Some of us upgrade from that and use a steamer juicer. It has alot of pros vs cons.


----------



## Xdriver (Nov 18, 2009)

St Allie said:


> I have the breville 'juice fountain' the chute is large enough to take medium size apples whole.
> 
> It's a good sturdy machine with two speeds for soft or hard fruit and a good size motor on it.. Separates the pulp and the juice out. I just ferment the juice and chuck the pulp, makes it clear quicker and bypasses the seeds.
> 
> Allie



Thank you Allie..

That's the same juicer I wanna get.. The Elite model comes in stainless that will match great in our kitchen.. Sells for around US $249-$299..

I wanted a good juicer for our family anyway and figured why not try making wine with it too.

Sounds like seeds are a big deal... Maybe when I go to make a Apple wine or any with seeds, I can first remove seeds then juice.. More work but maybe good idea..

Thx again..


----------



## arcticsid (Nov 18, 2009)

Tom, guess you cant save the world, but at least we try.


----------



## smurfe (Nov 18, 2009)

My vote goes to the steam juicer as well. I love mine.


----------



## xdodge (Nov 25, 2009)

*Did I goof up ??*

I have about 10 Gallons of apple and 5 gallons of pear juice in my freezer that I juiced in my juicer this fall with the intention of making wine out of them. I put whole fruit in ( seeds and skin). I know the juicer rips through the fruit and I know it cuts up some of the seeds, but that is discarded with the pulp. 
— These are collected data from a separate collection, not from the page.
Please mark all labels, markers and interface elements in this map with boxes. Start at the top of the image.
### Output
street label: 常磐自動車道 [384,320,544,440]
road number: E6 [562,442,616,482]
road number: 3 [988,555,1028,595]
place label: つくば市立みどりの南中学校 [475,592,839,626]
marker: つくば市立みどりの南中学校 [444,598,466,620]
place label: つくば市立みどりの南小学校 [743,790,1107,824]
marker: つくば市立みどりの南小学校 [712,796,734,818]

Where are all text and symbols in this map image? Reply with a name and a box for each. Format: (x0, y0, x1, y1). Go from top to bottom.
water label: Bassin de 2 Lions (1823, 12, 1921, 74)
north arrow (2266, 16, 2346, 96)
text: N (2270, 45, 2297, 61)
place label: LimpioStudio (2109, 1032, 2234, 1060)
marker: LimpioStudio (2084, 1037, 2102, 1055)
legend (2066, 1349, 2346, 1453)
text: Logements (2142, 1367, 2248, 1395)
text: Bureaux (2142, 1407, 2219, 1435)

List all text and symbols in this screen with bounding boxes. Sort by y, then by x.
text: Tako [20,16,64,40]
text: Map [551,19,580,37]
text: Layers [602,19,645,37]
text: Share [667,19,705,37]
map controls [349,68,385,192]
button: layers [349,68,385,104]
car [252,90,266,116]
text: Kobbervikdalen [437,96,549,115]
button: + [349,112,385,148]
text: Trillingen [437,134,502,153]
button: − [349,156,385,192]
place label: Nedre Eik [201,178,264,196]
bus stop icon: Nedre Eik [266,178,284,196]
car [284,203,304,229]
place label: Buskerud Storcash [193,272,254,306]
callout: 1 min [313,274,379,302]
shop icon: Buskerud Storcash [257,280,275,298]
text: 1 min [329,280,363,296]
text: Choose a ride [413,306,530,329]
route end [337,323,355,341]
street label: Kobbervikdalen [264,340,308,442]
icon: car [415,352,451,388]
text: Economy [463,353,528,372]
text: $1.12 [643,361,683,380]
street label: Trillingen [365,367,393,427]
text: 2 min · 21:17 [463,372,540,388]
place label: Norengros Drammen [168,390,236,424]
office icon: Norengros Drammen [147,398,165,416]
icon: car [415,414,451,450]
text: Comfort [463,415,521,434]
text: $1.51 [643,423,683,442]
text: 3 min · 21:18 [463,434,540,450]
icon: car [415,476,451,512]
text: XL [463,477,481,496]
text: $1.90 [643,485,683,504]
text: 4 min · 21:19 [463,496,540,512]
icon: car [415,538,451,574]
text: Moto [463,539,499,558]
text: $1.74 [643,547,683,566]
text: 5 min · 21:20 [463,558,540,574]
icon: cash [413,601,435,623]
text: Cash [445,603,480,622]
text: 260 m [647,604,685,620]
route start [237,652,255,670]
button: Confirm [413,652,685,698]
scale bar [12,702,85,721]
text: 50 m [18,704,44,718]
 Can I still make wine out of it ???


----------



## Tom (Nov 25, 2009)

Sure CAN !


----------



## Xdriver (Nov 25, 2009)

xdodge said:


> I have about 10 Gallons of apple and 5 gallons of pear juice in my freezer that I juiced in my juicer this fall with the intention of making wine out of them. I put whole fruit in ( seeds and skin). I know the juicer rips through the fruit and I know it cuts up some of the seeds, but that is discarded with the pulp.
> 
> Can I still make wine out of it ???



I don't see why not.. There's a lot of people say don't cause any little tiny seed particals that may of past threw could give bad flavors..

Just to be on the safe side I'm going to remove any seeds/stems and then run it threw the juicer.. 

Then if I want, I can add the pulp in with the juice and ferment away..


----------



## St Allie (Nov 25, 2009)

Xdriver said:


> Thank you Allie..
> 
> That's the same juicer I wanna get.. The Elite model comes in stainless that will match great in our kitchen.. Sells for around US $249-$299..
> 
> ...



You're welcome.

I have the stainless steel one.. bought it second hand for $60.. the people that sold it probably used it twice and then it sat on their shelf doing nothing.

If I put apples throught the food processor, I core them first. The juicer is a lot faster though.

Allie


----------



## Xdriver (Nov 25, 2009)

St Allie said:


> You're welcome.
> 
> I have the stainless steel one.. bought it second hand for $60.. the people that sold it probably used it twice and then it sat on their shelf doing nothing.
> 
> ...



Thank you agian Allie..

I'll be picking me up one Friday after Thxgiving and hoping to get a deal on it.. So far I can 20% off..Cool..!!!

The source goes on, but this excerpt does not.